GOAL OF THE EXERCISE
Your output must consist of the records printed verbatim, with the pictures excluded.

DATA SHOWN
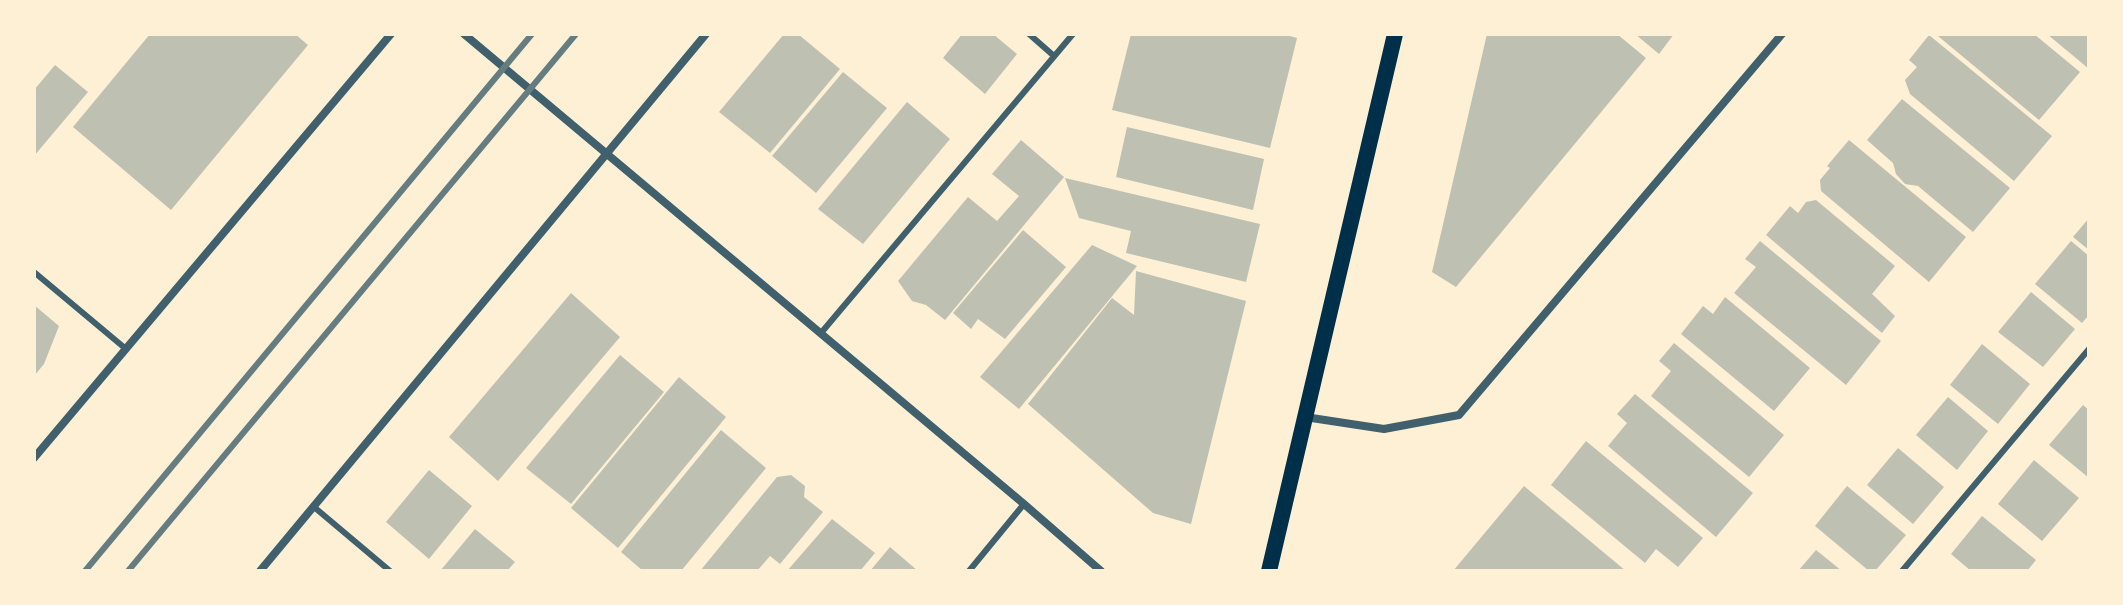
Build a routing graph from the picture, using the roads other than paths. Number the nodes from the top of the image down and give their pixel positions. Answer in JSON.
{"nodes":[{"id":1,"x":391,"y":34,"type":"edge"},
{"id":2,"x":464,"y":34,"type":"edge"},
{"id":3,"x":706,"y":34,"type":"edge"},
{"id":4,"x":1029,"y":34,"type":"edge"},
{"id":5,"x":1073,"y":34,"type":"edge"},
{"id":6,"x":1395,"y":34,"type":"edge"},
{"id":7,"x":1782,"y":34,"type":"edge"},
{"id":8,"x":1054,"y":56,"type":"junction"},
{"id":9,"x":607,"y":154,"type":"junction"},
{"id":10,"x":34,"y":272,"type":"edge"},
{"id":11,"x":821,"y":333,"type":"junction"},
{"id":12,"x":126,"y":349,"type":"junction"},
{"id":13,"x":2089,"y":349,"type":"edge"},
{"id":14,"x":1304,"y":417,"type":"junction"},
{"id":15,"x":34,"y":458,"type":"edge"},
{"id":16,"x":1024,"y":504,"type":"junction"},
{"id":17,"x":314,"y":507,"type":"junction"},
{"id":18,"x":260,"y":571,"type":"edge"},
{"id":19,"x":390,"y":571,"type":"edge"},
{"id":20,"x":969,"y":571,"type":"edge"},
{"id":21,"x":1101,"y":571,"type":"edge"},
{"id":22,"x":1269,"y":571,"type":"edge"},
{"id":23,"x":1902,"y":571,"type":"edge"}],
"edges":[{"from":1,"to":12,"type":"street"},
{"from":2,"to":9,"type":"street"},
{"from":3,"to":9,"type":"street"},
{"from":4,"to":8,"type":"lane"},
{"from":5,"to":8,"type":"lane"},
{"from":6,"to":14,"type":"main road"},
{"from":7,"to":14,"type":"street"},
{"from":8,"to":11,"type":"lane"},
{"from":9,"to":11,"type":"street"},
{"from":9,"to":17,"type":"street"},
{"from":10,"to":12,"type":"lane"},
{"from":11,"to":16,"type":"street"},
{"from":12,"to":15,"type":"street"},
{"from":13,"to":23,"type":"lane"},
{"from":14,"to":22,"type":"main road"},
{"from":16,"to":20,"type":"lane"},
{"from":16,"to":21,"type":"street"},
{"from":17,"to":18,"type":"street"},
{"from":17,"to":19,"type":"lane"}]}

RESULT BELOW
Build a routing graph from the picture, using the roads other than paths. Number the nodes from the top of the image down and give their pixel positions. Answer in JSON.
{"nodes":[{"id":1,"x":391,"y":34,"type":"edge"},
{"id":2,"x":464,"y":34,"type":"edge"},
{"id":3,"x":706,"y":34,"type":"edge"},
{"id":4,"x":1029,"y":34,"type":"edge"},
{"id":5,"x":1073,"y":34,"type":"edge"},
{"id":6,"x":1395,"y":34,"type":"edge"},
{"id":7,"x":1782,"y":34,"type":"edge"},
{"id":8,"x":1054,"y":56,"type":"junction"},
{"id":9,"x":607,"y":154,"type":"junction"},
{"id":10,"x":34,"y":272,"type":"edge"},
{"id":11,"x":821,"y":333,"type":"junction"},
{"id":12,"x":126,"y":349,"type":"junction"},
{"id":13,"x":2089,"y":349,"type":"edge"},
{"id":14,"x":1304,"y":417,"type":"junction"},
{"id":15,"x":34,"y":458,"type":"edge"},
{"id":16,"x":1024,"y":504,"type":"junction"},
{"id":17,"x":314,"y":507,"type":"junction"},
{"id":18,"x":260,"y":571,"type":"edge"},
{"id":19,"x":390,"y":571,"type":"edge"},
{"id":20,"x":969,"y":571,"type":"edge"},
{"id":21,"x":1101,"y":571,"type":"edge"},
{"id":22,"x":1269,"y":571,"type":"edge"},
{"id":23,"x":1902,"y":571,"type":"edge"}],
"edges":[{"from":1,"to":12,"type":"street"},
{"from":2,"to":9,"type":"street"},
{"from":3,"to":9,"type":"street"},
{"from":4,"to":8,"type":"lane"},
{"from":5,"to":8,"type":"lane"},
{"from":6,"to":14,"type":"main road"},
{"from":7,"to":14,"type":"street"},
{"from":8,"to":11,"type":"lane"},
{"from":9,"to":11,"type":"street"},
{"from":9,"to":17,"type":"street"},
{"from":10,"to":12,"type":"lane"},
{"from":11,"to":16,"type":"street"},
{"from":12,"to":15,"type":"street"},
{"from":13,"to":23,"type":"lane"},
{"from":14,"to":22,"type":"main road"},
{"from":16,"to":20,"type":"lane"},
{"from":16,"to":21,"type":"street"},
{"from":17,"to":18,"type":"street"},
{"from":17,"to":19,"type":"lane"}]}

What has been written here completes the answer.